One the other hand, the combining role of both provider and purchaser of the service, as is the case in this provider model, is a potential source of conflicting interests (Ahsan and Mahmud, 2012). The healthcare provider has an incentive to either under-provide services, when the premium is used directly for operating the healthcare facility, or an incentive to over-provide, in the case of fee-for-service payments. Moreover, actuarial expertise to calculate sustainable premiums often is lacking, even though the provider has the best possible data regarding healthcare expenses. A last disadvantage of the provider-based model is its absent access to reinsurance.
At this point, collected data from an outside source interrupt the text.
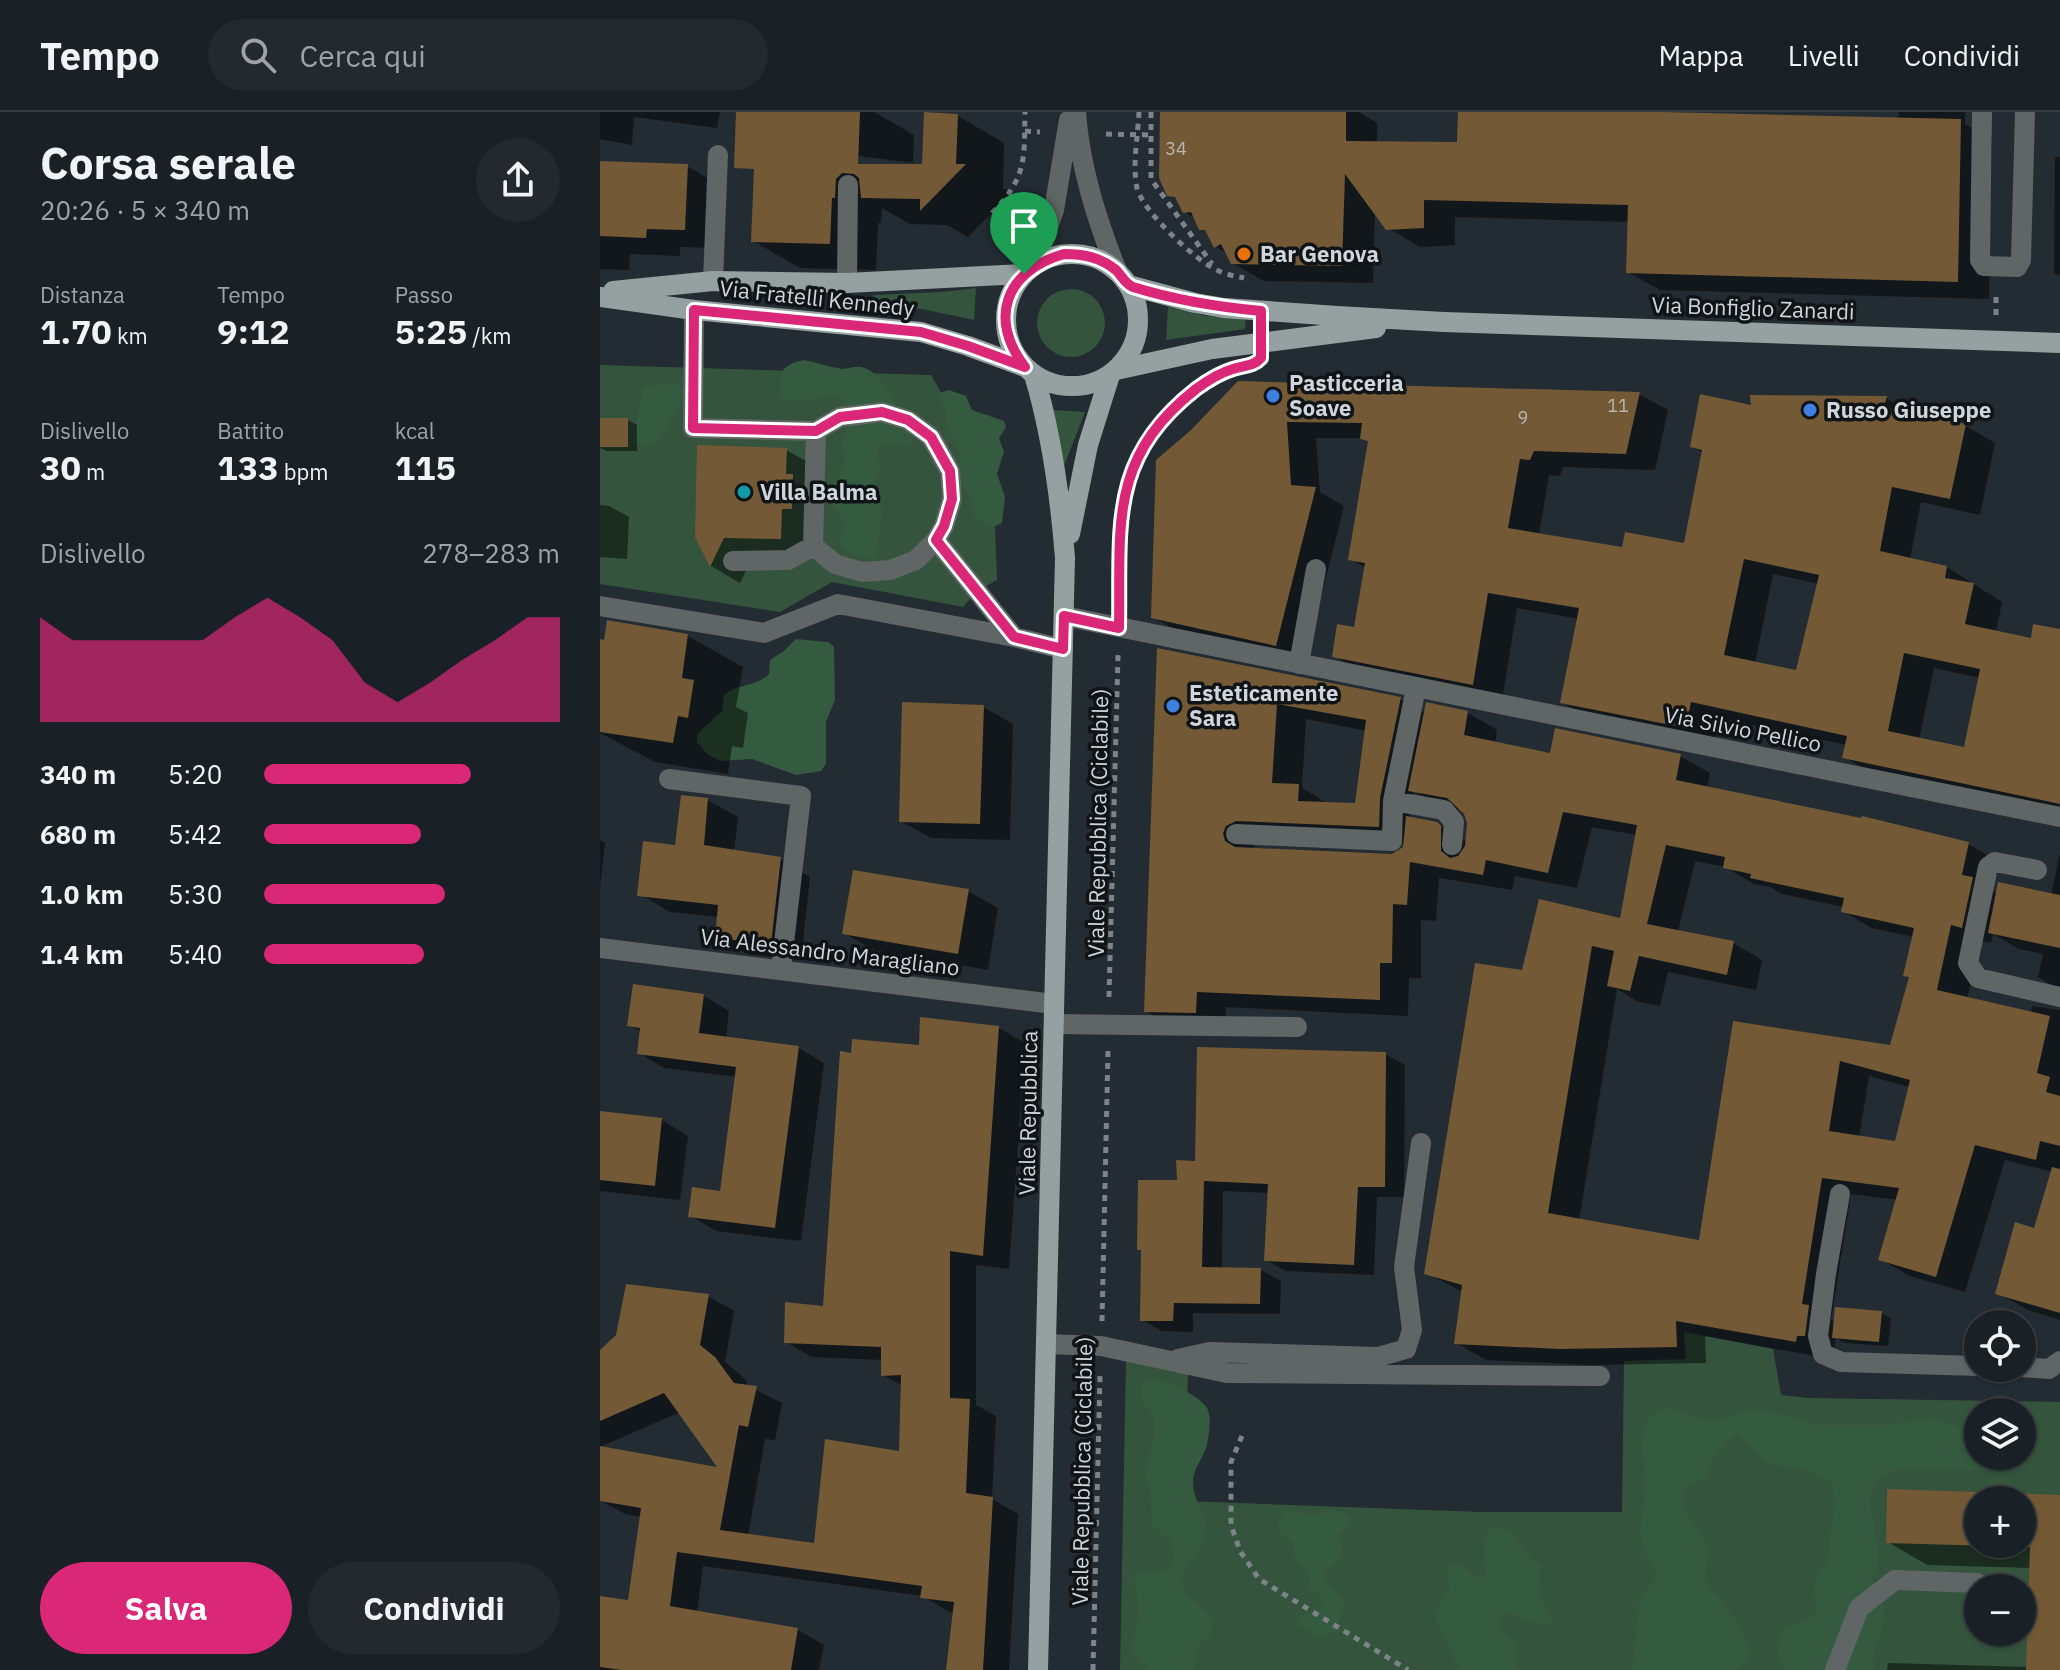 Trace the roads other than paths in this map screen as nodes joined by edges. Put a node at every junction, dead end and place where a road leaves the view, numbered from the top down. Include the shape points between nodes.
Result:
1 (1073, 112) edge
2 (1982, 112) edge
3 (2025, 112) edge
4 (718, 155) dead end
5 (848, 185) dead end
6 (1029, 270) junction
7 (1123, 278) junction
8 (713, 281) junction
9 (847, 283) junction
10 (600, 294) edge
11 (694, 310) junction
12 (1444, 322) junction
13 (2060, 343) edge
14 (1030, 371) junction
15 (1113, 372) junction
16 (816, 431) junction
17 (936, 540) junction
18 (813, 546) junction
19 (1065, 558) junction
20 (733, 561) dead end
21 (1316, 569) dead end
22 (600, 606) edge
23 (1064, 616) junction
24 (1014, 637) junction
25 (1063, 649) junction
26 (1299, 664) junction
27 (1416, 688) junction
28 (669, 779) dead end
29 (1393, 801) junction
30 (2060, 817) edge
31 (1236, 834) dead end
32 (1452, 845) dead end
33 (2037, 870) dead end
34 (600, 948) edge
35 (781, 969) junction
36 (2060, 997) edge
37 (1054, 1014) junction
38 (1297, 1027) dead end
39 (1421, 1143) dead end
40 (1840, 1194) dead end
41 (1046, 1344) junction
42 (1170, 1361) junction
43 (2060, 1361) edge
44 (1964, 1366) edge
45 (2036, 1368) edge
46 (1600, 1376) dead end
47 (1964, 1583) edge
48 (1038, 1670) edge
49 (1835, 1670) edge

1 - 6 street via 1054,210
1 - 7 street via 1094,208
2 - 3 street via 1980,260 1984,266 1997,267 2017,267 2021,260
4 - 8 street
5 - 9 street
6 - 7 main road, Via Bonfiglio Zanardi via 1064,254 1083,254 1101,260
6 - 9 main road, Via Fratelli Kennedy
6 - 14 main road via 1012,291 1006,331 1013,351
7 - 12 main road, Via Bonfiglio Zanardi via 1195,303
7 - 15 main road via 1137,307 1138,330 1131,352
8 - 9 main road, Via Fratelli Kennedy
8 - 10 main road, Via Fratelli Kennedy
10 - 11 main road, Via Fratelli Kennedy
11 - 14 main road, Via Fratelli Kennedy via 921,332
11 - 16 street via 693,428
12 - 13 main road, Via Bonfiglio Zanardi
12 - 15 main road, Via Bonfiglio Zanardi via 1212,349
14 - 15 main road, Via Bonfiglio Zanardi via 1056,385 1075,387
14 - 19 main road, Viale Repubblica via 1054,454
15 - 19 main road, Viale Repubblica via 1088,445
16 - 17 street via 840,417 882,412 908,420 931,437 950,471 952,499
16 - 18 street
17 - 18 street via 916,560 890,570 862,572 835,564
17 - 24 street
18 - 20 street via 788,560
19 - 23 main road, Viale Repubblica
21 - 26 street
22 - 24 street via 764,633 838,604
23 - 25 main road, Viale Repubblica
23 - 26 street, Via Silvio Pellico
24 - 25 street
25 - 37 main road, Viale Repubblica
26 - 27 street, Via Silvio Pellico
27 - 29 street
27 - 30 street, Via Silvio Pellico
28 - 35 street via 801,796
29 - 31 street via 1391,846
29 - 32 street via 1444,810 1454,822
33 - 36 street via 1995,862 1988,867 1968,963 1978,978
34 - 35 street, Via Alessandro Maragliano
35 - 37 street, Via Alessandro Maragliano
37 - 38 street, Via Alessandro Maragliano via 1109,1025
37 - 41 main road, Viale Repubblica
39 - 42 street via 1404,1267 1412,1330 1406,1349 1378,1357 1209,1352
40 - 44 street via 1818,1336 1823,1354 1841,1362
41 - 42 street via 1101,1346
41 - 48 main road, Viale Repubblica
42 - 46 street via 1227,1373
43 - 45 street via 2049,1369
47 - 49 street via 1895,1580 1859,1608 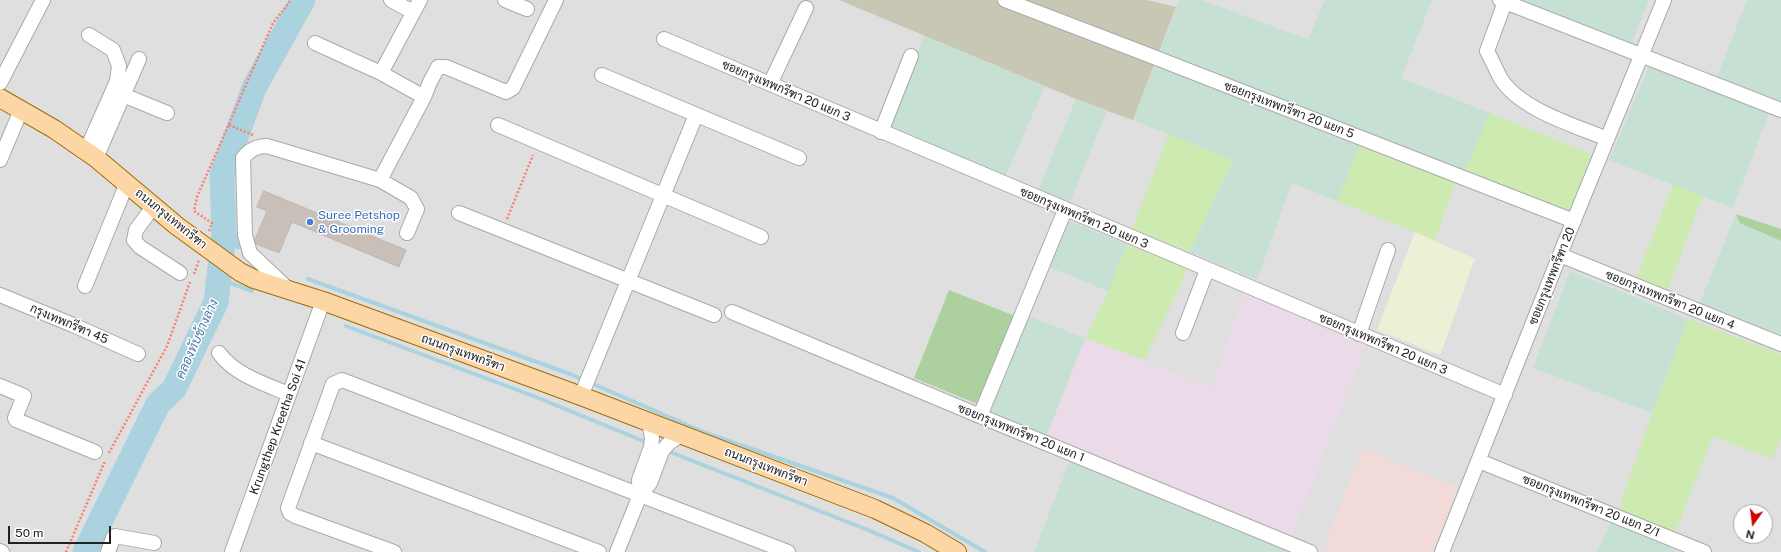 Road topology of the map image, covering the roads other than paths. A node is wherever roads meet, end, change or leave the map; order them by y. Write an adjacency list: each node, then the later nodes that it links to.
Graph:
1 (43, 0): 19 (street)
2 (391, 0): 8 (street)
3 (505, 0): 10 (street)
4 (556, 0): 22 (street)
5 (1004, 0): 40 (street, ซอยกรุงเทพกรีฑา 20 แยก 5)
6 (1664, 0): 15 (street, ซอยกรุงเทพกรีฑา 20)
7 (1503, 1): 15 (street); 30 (street)
8 (416, 6): 17 (street)
9 (806, 8): 20 (street)
10 (527, 9)
11 (89, 35): 31 (street)
12 (664, 39): 20 (street, ซอยกรุงเทพกรีฑา 20 แยก 3)
13 (315, 43): 17 (street)
14 (911, 56): 29 (street)
15 (1642, 56): 25 (street); 30 (street, ซอยกรุงเทพกรีฑา 20)
16 (139, 59): 21 (street)
17 (381, 73): 22 (street)
18 (602, 75): 27 (street)
19 (0, 83)
20 (770, 84): 29 (street, ซอยกรุงเทพกรีฑา 20 แยก 3)
21 (123, 95): 26 (street); 31 (street)
22 (424, 97): 34 (street)
23 (0, 98): 24 (main road, ถนนกรุงเทพกรีฑา)
24 (21, 110): 31 (main road, ถนนกรุงเทพกรีฑา); 33 (street)
25 (1781, 110)
26 (166, 113)
27 (696, 115): 32 (street); 36 (street)
28 (498, 125): 36 (street)
29 (881, 132): 38 (street, ซอยกรุงเทพกรีฑา 20 แยก 3)
30 (1607, 139): 40 (street, ซอยกรุงเทพกรีฑา 20)
31 (91, 155): 35 (main road, ถนนกรุงเทพกรีฑา)
32 (799, 158)
33 (0, 160)
34 (380, 180): 41 (street); 49 (street)
35 (127, 183): 37 (main road, ถนนกรุงเทพกรีฑา); 48 (street)
36 (663, 195): 42 (street); 47 (street)
37 (153, 207): 46 (street); 49 (main road, ถนนกรุงเทพกรีฑา)
38 (1065, 210): 45 (street, ซอยกรุงเทพกรีฑา 20 แยก 3); 63 (street)
39 (459, 213): 47 (street)
40 (1574, 222): 44 (street, ซอยกรุงเทพกรีฑา 20)
41 (408, 233)
42 (761, 237)
43 (1388, 250): 55 (street)
44 (1560, 256): 56 (street, ซอยกรุงเทพกรีฑา 20 แยก 4); 62 (street, ซอยกรุงเทพกรีฑา 20)
45 (1207, 270): 54 (street); 55 (street, ซอยกรุงเทพกรีฑา 20 แยก 3)
46 (180, 273)
47 (628, 280): 53 (street); 60 (street)
48 (84, 286)
49 (289, 291): 51 (main road, ถนนกรุงเทพกรีฑา)
50 (0, 295): 58 (street, กรุงเทพกรีฑา 45)
51 (323, 301): 60 (main road, ถนนกรุงเทพกรีฑา); 61 (street, Krungthep Kreetha Soi 41)
52 (732, 312): 63 (street, ซอยกรุงเทพกรีฑา 20 แยก 1)
53 (714, 315)
54 (1183, 333)
55 (1358, 334): 62 (street, ซอยกรุงเทพกรีฑา 20 แยก 3)
56 (1781, 344)
57 (219, 353): 61 (street)
58 (138, 354)
59 (0, 386): 67 (street)
60 (582, 392): 64 (main road, ถนนกรุงเทพกรีฑา)
61 (289, 394): 72 (street, Krungthep Kreetha Soi 41)
62 (1505, 396): 68 (street, ซอยกรุงเทพกรีฑา 20)
63 (980, 416): 78 (street, ซอยกรุงเทพกรีฑา 20 แยก 1)
64 (649, 422): 65 (main road, ถนนกรุงเทพกรีฑา); 69 (street)
65 (682, 434): 69 (street); 77 (main road, ถนนกรุงเทพกรีฑา)
66 (311, 443): 69 (street); 73 (street); 74 (street)
67 (103, 455)
68 (1479, 461): 79 (street, ซอยกรุงเทพกรีฑา 20); 80 (street, ซอยกรุงเทพกรีฑา 20 แยก 2/1)
69 (640, 495): 75 (street); 76 (street)
70 (154, 543): 71 (street)
71 (108, 552)
72 (232, 552)
73 (394, 552)
74 (599, 552)
75 (617, 552)
76 (788, 552)
77 (957, 552)
78 (1310, 552)
79 (1442, 552)
80 (1704, 552)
Reinsurance can be defined as the transfer of liability from the primary insurer, which is the healthcare provider in this case, to another insurer, called the reinsurance company (Outreville, 2002). Reinsurance significantly increases the long-term sustainability of the insurance scheme, since the primary insurer can safely accept more and higher risks to insure.

Even though these disadvantages of the provider model should not be overlooked, it has to be noted that no delivery type of CBHI schemes is free of flaws. In the partner-agent model for instance, the scheme operator acts as an agent of the insurance company towards the community, while in reality it might affiliate more with the community. In the case of claim settlements, this might result in a conflict of interest, decreasing the community’s trust in the NGO (Radermacher and Dror, 2006). Another example is the insurer model, which requires a considerable human and financial investment, as well as actuarial knowledge, before being able to operate the scheme. Moreover, the scheme operator has to negotiate with multiple healthcare providers about prices, copayments, and premiums. For these reasons, many practitioners actually advocate to incorporate the beneficial features of all models into one comprehensive delivery model for community-based health insurance (Ahsan and Mahmud, 2012).

Ekman (2004) reviewed the evidence on 3 different types of delivery models: provider-based schemes, community-based schemes (in the study defined as ‘operating outside of service providers’), and national health insurance schemes. Evidence suggests that the provider model has a positive effect on resource mobilization, and shows no signs of any exclusion effects (in other words, even the least well-off groups are represented). However, there is no evidence on financial protection by increased access the healthcare.

Contrastingly, community-based schemes do have strong exclusion effects, as well as limited impact on resource mobilization. However, such schemes seem to do offer increased access to healthcare. Lastly, the nationally-based schemes are found to have limited resource mobilization and limited financial protection.